= Beginning of Section =

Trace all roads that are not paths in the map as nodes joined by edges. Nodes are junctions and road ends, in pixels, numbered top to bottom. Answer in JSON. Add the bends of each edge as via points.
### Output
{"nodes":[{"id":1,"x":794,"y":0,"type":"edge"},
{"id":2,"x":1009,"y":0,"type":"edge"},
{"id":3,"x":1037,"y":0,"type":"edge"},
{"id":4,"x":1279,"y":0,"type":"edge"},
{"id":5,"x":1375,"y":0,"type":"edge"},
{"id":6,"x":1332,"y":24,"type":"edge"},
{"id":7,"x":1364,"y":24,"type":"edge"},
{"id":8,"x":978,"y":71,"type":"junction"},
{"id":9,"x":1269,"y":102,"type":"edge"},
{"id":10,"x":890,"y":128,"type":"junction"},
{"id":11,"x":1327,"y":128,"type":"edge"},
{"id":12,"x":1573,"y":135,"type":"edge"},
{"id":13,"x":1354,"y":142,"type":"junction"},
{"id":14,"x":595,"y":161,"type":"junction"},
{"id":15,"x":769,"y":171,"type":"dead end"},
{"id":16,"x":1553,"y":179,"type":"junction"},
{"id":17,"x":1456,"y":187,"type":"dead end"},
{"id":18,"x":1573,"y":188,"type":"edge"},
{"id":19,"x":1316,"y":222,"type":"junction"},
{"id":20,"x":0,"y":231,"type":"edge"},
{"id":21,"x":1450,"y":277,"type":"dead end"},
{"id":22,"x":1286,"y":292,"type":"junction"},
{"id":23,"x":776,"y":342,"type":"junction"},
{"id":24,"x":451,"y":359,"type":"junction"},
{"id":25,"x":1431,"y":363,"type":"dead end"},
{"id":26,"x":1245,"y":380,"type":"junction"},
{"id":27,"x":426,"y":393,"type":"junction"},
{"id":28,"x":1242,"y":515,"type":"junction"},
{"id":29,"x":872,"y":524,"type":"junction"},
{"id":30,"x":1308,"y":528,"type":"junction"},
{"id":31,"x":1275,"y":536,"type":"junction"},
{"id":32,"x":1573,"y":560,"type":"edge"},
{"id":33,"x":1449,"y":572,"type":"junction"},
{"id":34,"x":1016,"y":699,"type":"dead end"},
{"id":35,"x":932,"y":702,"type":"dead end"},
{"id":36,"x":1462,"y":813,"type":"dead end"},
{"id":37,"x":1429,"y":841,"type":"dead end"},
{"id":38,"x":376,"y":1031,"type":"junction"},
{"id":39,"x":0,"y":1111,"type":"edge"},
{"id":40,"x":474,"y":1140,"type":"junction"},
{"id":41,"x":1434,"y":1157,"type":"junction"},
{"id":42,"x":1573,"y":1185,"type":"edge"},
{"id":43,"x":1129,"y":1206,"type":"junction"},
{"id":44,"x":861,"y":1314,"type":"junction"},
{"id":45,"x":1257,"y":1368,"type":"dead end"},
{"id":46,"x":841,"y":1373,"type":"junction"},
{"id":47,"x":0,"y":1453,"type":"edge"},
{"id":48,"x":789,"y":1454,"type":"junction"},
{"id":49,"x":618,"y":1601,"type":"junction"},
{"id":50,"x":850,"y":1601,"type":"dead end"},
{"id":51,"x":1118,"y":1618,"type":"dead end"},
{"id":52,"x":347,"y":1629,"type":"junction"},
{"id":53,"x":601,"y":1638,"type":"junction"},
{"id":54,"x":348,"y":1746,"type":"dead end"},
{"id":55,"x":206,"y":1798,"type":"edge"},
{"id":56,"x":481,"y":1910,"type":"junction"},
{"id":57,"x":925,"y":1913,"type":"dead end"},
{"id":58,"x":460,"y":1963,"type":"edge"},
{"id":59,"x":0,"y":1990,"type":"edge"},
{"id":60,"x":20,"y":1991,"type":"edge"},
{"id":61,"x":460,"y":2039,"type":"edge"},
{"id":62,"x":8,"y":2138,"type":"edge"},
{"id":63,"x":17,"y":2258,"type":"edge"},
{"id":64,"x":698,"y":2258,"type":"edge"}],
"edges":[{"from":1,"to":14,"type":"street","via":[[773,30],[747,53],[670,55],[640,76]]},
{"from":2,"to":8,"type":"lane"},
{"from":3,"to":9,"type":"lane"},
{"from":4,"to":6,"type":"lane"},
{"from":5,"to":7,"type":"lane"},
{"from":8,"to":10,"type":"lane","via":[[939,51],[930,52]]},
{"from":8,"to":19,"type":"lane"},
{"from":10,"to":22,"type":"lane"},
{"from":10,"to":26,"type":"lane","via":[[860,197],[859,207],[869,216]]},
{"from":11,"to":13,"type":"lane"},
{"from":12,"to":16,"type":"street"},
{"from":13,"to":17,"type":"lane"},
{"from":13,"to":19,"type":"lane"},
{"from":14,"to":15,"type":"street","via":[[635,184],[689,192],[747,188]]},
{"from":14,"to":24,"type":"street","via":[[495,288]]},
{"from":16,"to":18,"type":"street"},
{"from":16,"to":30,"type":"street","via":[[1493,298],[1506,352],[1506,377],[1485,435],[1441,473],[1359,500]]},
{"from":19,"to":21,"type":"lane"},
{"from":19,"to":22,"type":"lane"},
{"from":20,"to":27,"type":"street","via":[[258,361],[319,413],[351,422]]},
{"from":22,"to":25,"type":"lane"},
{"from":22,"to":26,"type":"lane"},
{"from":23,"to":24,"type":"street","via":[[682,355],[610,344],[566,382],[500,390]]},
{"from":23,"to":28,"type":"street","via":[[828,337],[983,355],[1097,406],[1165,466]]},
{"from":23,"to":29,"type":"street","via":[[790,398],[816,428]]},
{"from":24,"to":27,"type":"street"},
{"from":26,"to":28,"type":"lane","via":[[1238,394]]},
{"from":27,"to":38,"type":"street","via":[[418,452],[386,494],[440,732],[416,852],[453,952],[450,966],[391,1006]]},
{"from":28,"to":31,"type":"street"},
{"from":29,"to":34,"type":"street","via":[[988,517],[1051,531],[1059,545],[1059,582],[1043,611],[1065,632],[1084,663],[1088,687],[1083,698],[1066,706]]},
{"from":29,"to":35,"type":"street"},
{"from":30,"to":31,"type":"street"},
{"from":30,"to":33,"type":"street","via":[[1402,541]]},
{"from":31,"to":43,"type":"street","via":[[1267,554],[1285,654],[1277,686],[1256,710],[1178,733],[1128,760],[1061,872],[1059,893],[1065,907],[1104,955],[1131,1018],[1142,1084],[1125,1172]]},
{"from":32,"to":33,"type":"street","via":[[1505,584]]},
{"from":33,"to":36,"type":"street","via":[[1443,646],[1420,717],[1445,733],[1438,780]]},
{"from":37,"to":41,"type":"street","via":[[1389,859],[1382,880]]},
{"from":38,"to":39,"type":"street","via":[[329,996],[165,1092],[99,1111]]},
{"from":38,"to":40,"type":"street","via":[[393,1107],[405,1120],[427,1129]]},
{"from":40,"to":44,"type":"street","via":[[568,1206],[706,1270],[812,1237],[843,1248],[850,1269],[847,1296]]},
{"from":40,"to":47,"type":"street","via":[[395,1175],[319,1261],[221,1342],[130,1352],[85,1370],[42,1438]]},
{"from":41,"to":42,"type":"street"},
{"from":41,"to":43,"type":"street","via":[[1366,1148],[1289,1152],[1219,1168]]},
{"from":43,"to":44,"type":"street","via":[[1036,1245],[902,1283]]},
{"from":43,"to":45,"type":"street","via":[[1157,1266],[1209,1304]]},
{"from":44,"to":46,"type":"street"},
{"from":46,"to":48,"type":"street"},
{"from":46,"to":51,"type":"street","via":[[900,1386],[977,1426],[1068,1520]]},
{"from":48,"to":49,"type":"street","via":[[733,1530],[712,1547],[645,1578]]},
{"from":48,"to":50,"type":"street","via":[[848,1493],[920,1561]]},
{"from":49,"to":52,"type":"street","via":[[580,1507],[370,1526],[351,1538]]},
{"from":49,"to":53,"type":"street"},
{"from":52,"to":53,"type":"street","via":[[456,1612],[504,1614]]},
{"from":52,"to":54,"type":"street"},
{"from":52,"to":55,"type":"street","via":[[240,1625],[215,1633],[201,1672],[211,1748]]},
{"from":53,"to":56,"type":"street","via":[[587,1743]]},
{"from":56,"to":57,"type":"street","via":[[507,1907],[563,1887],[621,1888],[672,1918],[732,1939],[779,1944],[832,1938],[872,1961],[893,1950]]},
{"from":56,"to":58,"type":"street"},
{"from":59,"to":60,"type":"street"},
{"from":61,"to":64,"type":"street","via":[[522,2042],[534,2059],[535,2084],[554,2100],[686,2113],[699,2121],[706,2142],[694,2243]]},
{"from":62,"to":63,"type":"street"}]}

= End of Section =

▶ [YOUR GOAL]: Check each line of the data above for the word "nodes" and say how many lines have it. Give the number alone.

▶ [RESPONSE TO THE EXERCISE]: 2